Don't spit out the chewiest food as it's often the best
Kim V Porcelli enjoys this personal pick of books but is shocked by its advice to avoid the more challenging works of art
The Complete Polysyllabic Spree: The Diary of an Occasionally Exasperated But Ever Hopeful Reader
IN reading, as in life, a sense of adventure is your best friend. It's better to read joyfully, if haphazardly, than to be stuck in some prim, it's-critically-acclaimed, everybody-else-is-reading-it, finish-it-or-no-dessert purgatory where your reading experience is dictated by what you think you should be doing and has piteously little to do with your own curiosity. And so was born the idea for Nick Hornby's The Complete Polysyllabic Spree: The Diary of an Occasionally Exasperated But Ever Hopeful Reader, a kind of antidote to a readers' world usually reigned over by the critics on one side, the best-sellers' list on the other and that old enemy of independent thought, Received Wisdom, everywhere else.
Spree is a collection of essays -- originally published in an American magazine, the Believer, an offshoot of the iterary magazine and publishing house McSweeney's -- that track Hornby's own reading habits over two years. Each essay begins with a list of the books he bought that month, followed by an, inevitably, comically dissimilar list of the books he actually read (with notes made for those left unfinished). As it's a bibliophile's diary and not a book-review collection, Hornby is not restricted to the big reads of the day, or even to new titles: he can finally read old classics, go on the recommendation of a friend, pick things up at the secondhand shop or revisit old favourites. Over his two years writing the column, he covers Dickens and EL Doctorow; the letters of Chekhov and, er, The Dirt, by Motley Crue; poetry and graphic novels and hard-documentary-style non-fiction; books about autism and war and grief and chess and punctuation; and books about books. As a nice touch, we are also given excerpts from some of his favourite reads to sample for ourselves. Spree does indeed read like a diary: it's chatty and meandering and full of personal prejudices, like a one-man book club.
It's a great idea for a column, and for a book. The only problem, for this reader, is that Spree was not written by, say, Truman Capote, or Nick Tosches, or E Annie Proulx, or Will Self. It was written by the author of Fever Pitch, High Fidelity and About a Boy, and so the degree to which you will like this book is somewhat dictated by whether you are a fan, or whether, like this reader, you have always found him a little paunchy and ideas-light, if well-intentioned, in which case reading Spree can sometimes feel like being on a really great holiday with the wrong person.

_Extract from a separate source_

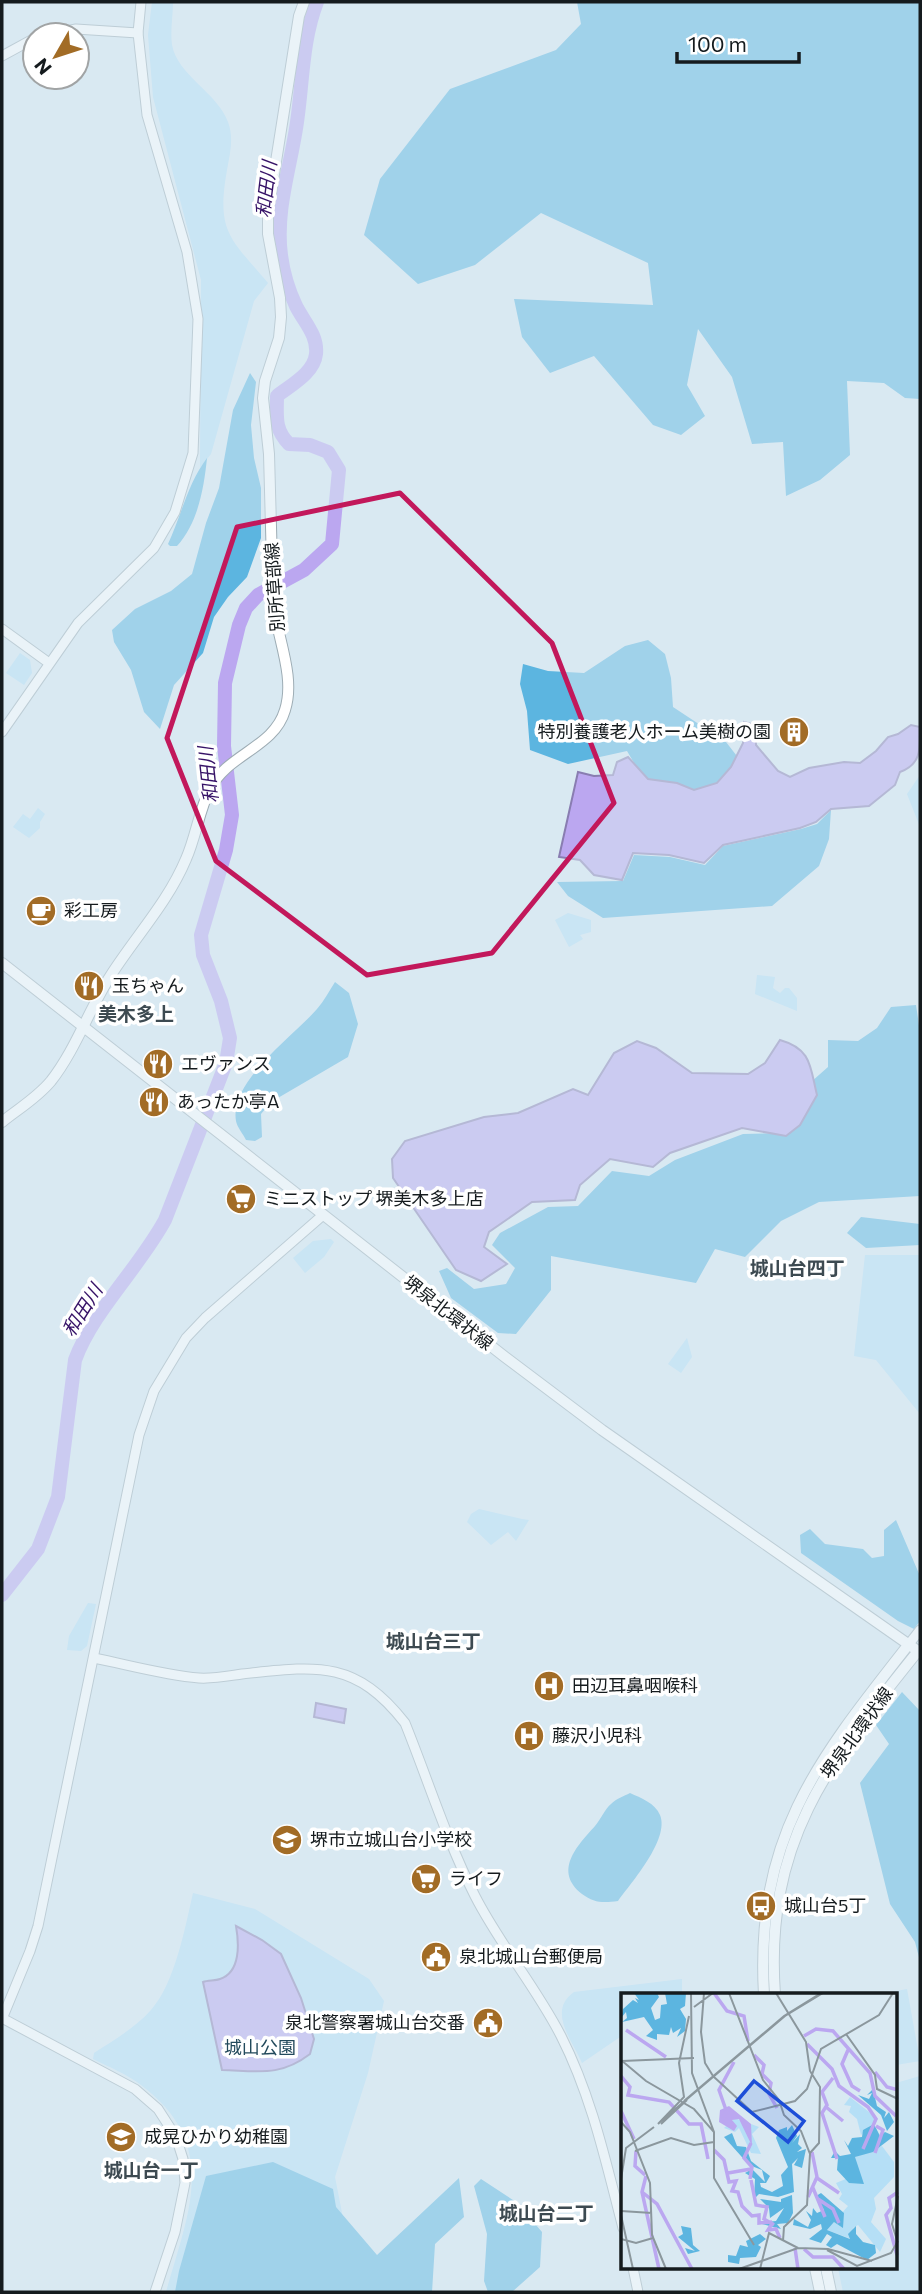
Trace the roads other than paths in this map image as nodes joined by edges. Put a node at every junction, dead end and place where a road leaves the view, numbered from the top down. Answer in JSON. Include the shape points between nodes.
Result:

This is not least because Hornby can sometimes seem morbidly afraid of aligning himself with the writers and readers of, God forbid, literary fiction, a bias that seems to me to be no fairer or wiser than a blanket distaste for financially successful popular fiction. As most people who read even semi-widely will know, there are gems and stinkers in both camps.
In addition, Hornby advises readers: if you're not having fun reading a book, put it down and go read something else. This is certainly excellent advice for a reader trapped in a passive, eat-your-greens relationship with literature, where he or she buys books out of obligation -- this book is popular, that book is a classic -- and then either drags themselves joylessly to the last page, or abandons ship and feels bad about it. But you have to be very, very careful when you're advising people to leave down books -- or films, or albums, or whatever -- that feel like hard work. Some of the foremost artistic accomplishments of the human race, never mind the best books, fall into this category, or seem to, and it's a little shocking that we are being advised, metaphorically, to eat nothing but crisps for every meal if that's what we think we want. Surely a true sense of adventure -- as distinct from childish petulance, where you spit things out before you've even tasted them -- involves following your interests: following them, sometimes, right out of your comfort zone?
That said, in fairness, the book's funniest chapter involves Hornby gamely attempting to read a science-fiction novel by Iain M Banks on the suggestion/dare of a friend, on the grounds that his reading habits have become too predictable. (He ultimately abandons the book and hurriedly scurries back to his home planet.) And very late in the day, on page 216 (or -- since the chapters first appeared as columns -- about two years in), Hornby finally comes to the following realisation: "I have always prized the accessible over the obscure, but after reading Housekeeping [by Marilynne Robinson] I can see that in some ways the easy, accessible novel is working at a disadvantage." Well, yes.
In any case, though, Spree has, among other things, introduced me to Housekeeping, as well as Assassination Vacation, Sarah Vowell's book on 19th-century US-presidential murderers; it has reminded me that I wanted to read Chronicles by Bob Dylan; and inspired me to get a collection of Philip Larkin's letters (even though, ahem, Hornby discarded them for their profanity). And for all that, I'm grateful. As with any book club, you don't have to be in love with the participants in order to get something out of it. Just with books.